Lords and boffins urge PM to forgive 'iconic British hero'

Peers and scientists including Professor Stephen Hawking are once again pushing for an official pardon for codebreaker Alan Turing.

Turing's death from cyanide poisoning in 1954 was ruled a suicide, coming after his conviction for gross indecency at a time when homosexuality was illegal.

Lib Dem peer Lord Sharkey has already introduced a Private Members' Bill in the House of Lords over the summer to try to get a pardon for Turing, who is credited with helping to end World War II by breaking German encryption at Bletchley Park.

If that bill is passed by both Houses of Parliament, Turing could get an official pardon without consent from the government.

But Lord Grade, Conservative peer, wants the prime minister to use his own authority to pardon Turing. In a written question on Tuesday, he asked the government if they would reconsider their decision not to grant the pardon.

In 2009, then Prime Minister Gordon Brown apologised for Turing's appalling treatment, but he wouldn't formally pardon him for his "crime". A letter to the coalition government also failed to achieve a pardon in February this year.

Justice Minister Lord McNally said this week that the government only handed out pardons in cases where the convicted person could be proved to have been innocent.

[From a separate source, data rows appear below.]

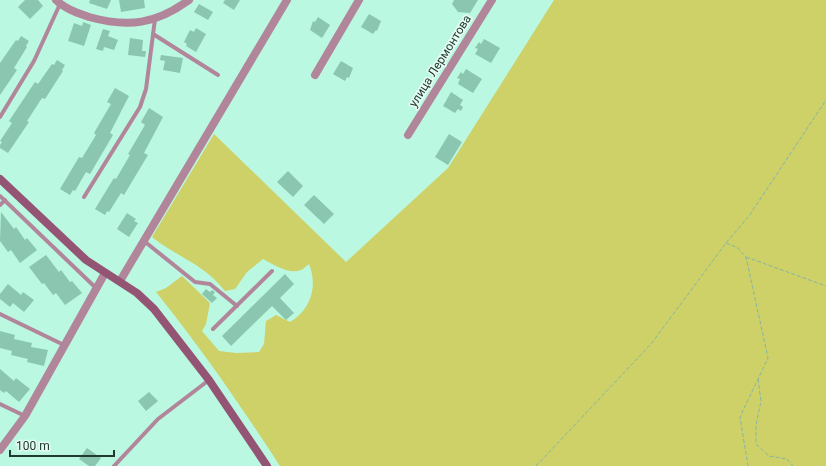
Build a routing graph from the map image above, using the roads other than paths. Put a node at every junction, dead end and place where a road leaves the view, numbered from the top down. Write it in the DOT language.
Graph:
graph roads {
  1 [pos="189,0"];
  2 [pos="287,0"];
  3 [pos="359,0"];
  4 [pos="492,0"];
  5 [pos="58,2"];
  6 [pos="155,19"];
  7 [pos="153,34"];
  8 [pos="218,74"];
  9 [pos="315,75"];
  10 [pos="0,117"];
  11 [pos="408,135"];
  12 [pos="0,179"];
  13 [pos="0,196"];
  14 [pos="84,197"];
  15 [pos="5,200"];
  16 [pos="0,205"];
  17 [pos="144,241"];
  18 [pos="272,271"];
  19 [pos="105,273"];
  20 [pos="120,281"];
  21 [pos="96,289"];
  22 [pos="237,306"];
  23 [pos="0,314"];
  24 [pos="213,329"];
  25 [pos="64,345"];
  26 [pos="209,380"];
  27 [pos="0,404"];
  28 [pos="24,416"];
  29 [pos="0,450"];
  30 [pos="114,466"];
  31 [pos="266,466"];
  1 -- 6 [label="street"];
  2 -- 17 [label="street"];
  3 -- 9 [label="street"];
  4 -- 11 [label="street, улица Лермонтова"];
  5 -- 6 [label="street"];
  5 -- 10 [label="lane"];
  6 -- 7 [label="lane"];
  7 -- 8 [label="lane"];
  7 -- 14 [label="lane"];
  12 -- 19 [label="street"];
  13 -- 15 [label="lane"];
  15 -- 16 [label="lane"];
  15 -- 21 [label="lane"];
  17 -- 20 [label="street"];
  17 -- 22 [label="lane"];
  18 -- 22 [label="lane"];
  19 -- 20 [label="street"];
  19 -- 21 [label="street"];
  20 -- 26 [label="street"];
  21 -- 25 [label="street"];
  22 -- 24 [label="lane"];
  23 -- 25 [label="lane"];
  25 -- 28 [label="street"];
  26 -- 30 [label="lane"];
  26 -- 31 [label="street"];
  27 -- 28 [label="lane"];
  28 -- 29 [label="street"];
}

"Dr Turing's conviction, essentially for homosexual activity, was the result of an offence which we would now consider discriminatory and which has now been repealed. This was a shocking and inappropriate fate for someone who had contributed so much to science and to the defence of his country," he said in answer to Lord Grade's written question.

"However, it is long-standing government policy that pardons under the Royal Prerogative of Mercy should be reserved for cases where it can be established that the convicted person was innocent of the relevant offence, and not to undo the effects of legislation which we now recognise as wrong."

Lords Grade and Sharkey have signed a letter sent to The Telegraph asking again for the pardon. Professor Stephen Hawking, the Astronomer Royal Lord Rees, Sir Paul Nurse, head of the Royal Society and Baroness Trumpington, who worked for Turing at Bletchley Park during the war, have all co-signed the letter.

The letter urges David Cameron to "formally forgive the iconic British hero".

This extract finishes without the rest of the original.